The two entries for the Randolphs, which appear to address the same property several years apart, provide quite a few clues as to the location.  The position adjacent to “Prince Town” aligns nicely with our knowledge that the Bonnells were living near Penn’s Neck in the 1750s.  The other property that straddles the Middlesex-Somerset line along the King’s Road may indicate that both families lived very close to the line and provides a clue as to why the Randolphs were responsible for the maintenance of a section of this road.  If both families were relatively close to the county line, this may provide some insight as to why the debt document in which Samuel Bonnell, Jr. was the codefendant during this same timeframe (1730-1732) was prosecuted in Somerset County.

I think this will be all from the Middlesex chapter until one of us can get back to New Jersey for a closer look.  We have made tremendous progress and I am fairly certain we have properly reconnected the Kentucky Bunnells (an amazing achievement, although we will still need to look for more confirmatory evidence).  Nonetheless, there are still many unclear questions from the New Jersey chapter.  In particular, we have not untangled Samuel Bonnell Sr. from Samuel Bonnell, Jr. on many of the documents in the 1740s, 1750s, and 1760s.  After this, it still seems that there are not enough Samuels to account for the length of activity around the Windsor / Trenton area, particularly the appearances that extend well into the 1800s (maybe there was a Samuel III, brother to William?).  Also, we still need to sort out the Isaac Bonnell from Perth Amboy who was the Sheriff of Middlesex County during the 1760s and 1770s.  Finally, we are all waiting expectantly to see what Margaret has to report from the Woodbridge document regarding Samuel and Sasanna from 1707.  I imagine all of this is discoverable, as the harvest from my hurried and undoubtedly incomplete search illustrates that Middlesex, Somerset, and Hunterdon Counties have not been thoroughly researched.

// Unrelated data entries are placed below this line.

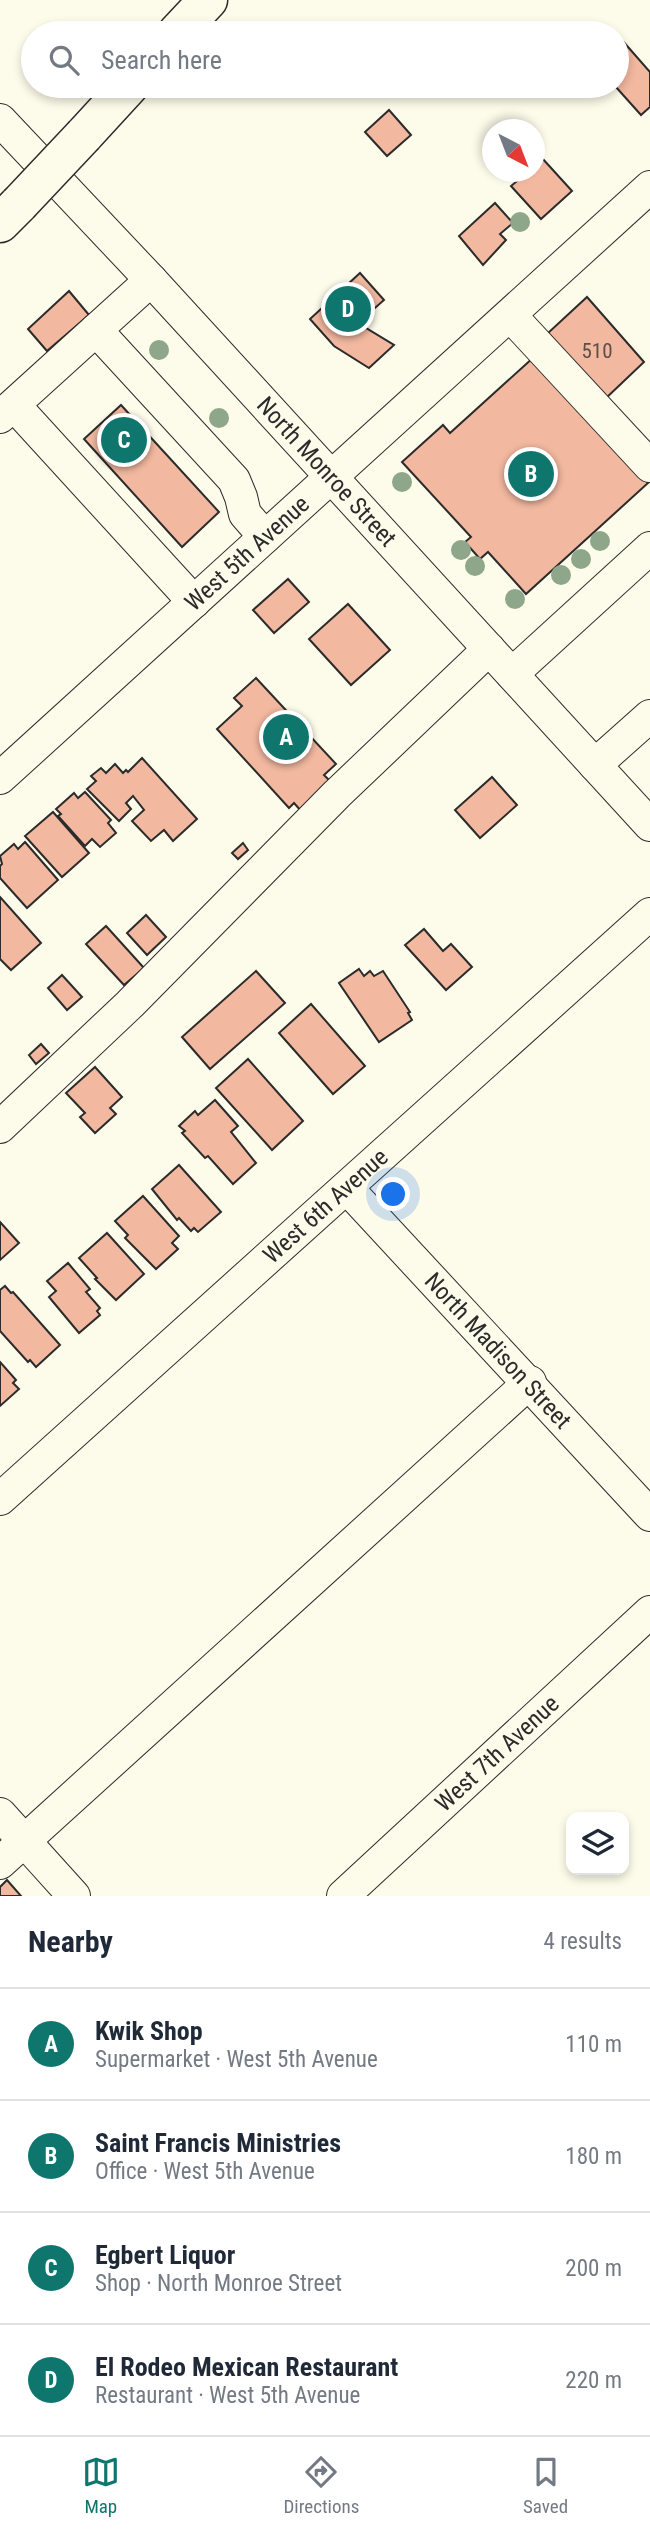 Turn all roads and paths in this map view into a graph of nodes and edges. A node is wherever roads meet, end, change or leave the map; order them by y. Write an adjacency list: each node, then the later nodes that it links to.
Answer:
1 (208, 0): 2 (main road)
2 (188, 21)
3 (118, 98): 6 (main road, bridge)
4 (0, 120): 7 (street, North Monroe Street)
5 (650, 187): 8 (street, West 5th Avenue)
6 (9, 213)
7 (152, 280): 9 (street); 12 (street, North Monroe Street)
8 (510, 315): 11 (street); 12 (street, West 5th Avenue)
9 (96, 330): 10 (street); 13 (street)
10 (7, 411): 15 (street)
11 (650, 466)
12 (331, 477): 13 (street, West 5th Avenue); 16 (street, North Monroe Street)
13 (265, 537): 15 (street, West 5th Avenue)
14 (650, 548): 17 (street)
15 (194, 602): 20 (street, West 5th Avenue)
16 (489, 649): 17 (street, North Monroe Street); 23 (street)
17 (512, 674): 19 (street, North Monroe Street)
18 (650, 716): 19 (street)
19 (595, 765): 21 (street, North Monroe Street)
20 (0, 777)
21 (650, 825)
22 (650, 914): 24 (street, West 6th Avenue)
23 (0, 1127)
24 (347, 1188): 25 (street, North Madison Street); 26 (street, West 6th Avenue)
25 (530, 1382): 27 (street, North Madison Street); 30 (street)
26 (0, 1499)
27 (650, 1515)
28 (648, 1617): 33 (street, West 7th Avenue)
29 (0, 1814): 30 (street)
30 (24, 1841): 31 (street); 32 (street)
31 (0, 1863)
32 (74, 1896)
33 (343, 1896)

Until such time as we get new information from New Jersey, I’ll start working back through the William Bunnell story from end to beginning in an effort to clean up loose ends and ensure the documents are available for wider collaboration via

All the best…

From George Farris:

Regarding the John Severns will, while the wording is not definitive, I think this is a list of debts owed to him rather than the other way around.  Severns was a fairly wealthy merchant in Trenton and also apparently a money lender according to descendants of other people on this long list of accounts.  The list extends for another 1-1/2 pages.  Pages 426 and 427 are attached.  It's interesting in that many of the people are listed by their occupations, locations or other descriptors such as "the lame man", "Jasper's son", "widow's son", "great", "small", "old", "baker's son", etc.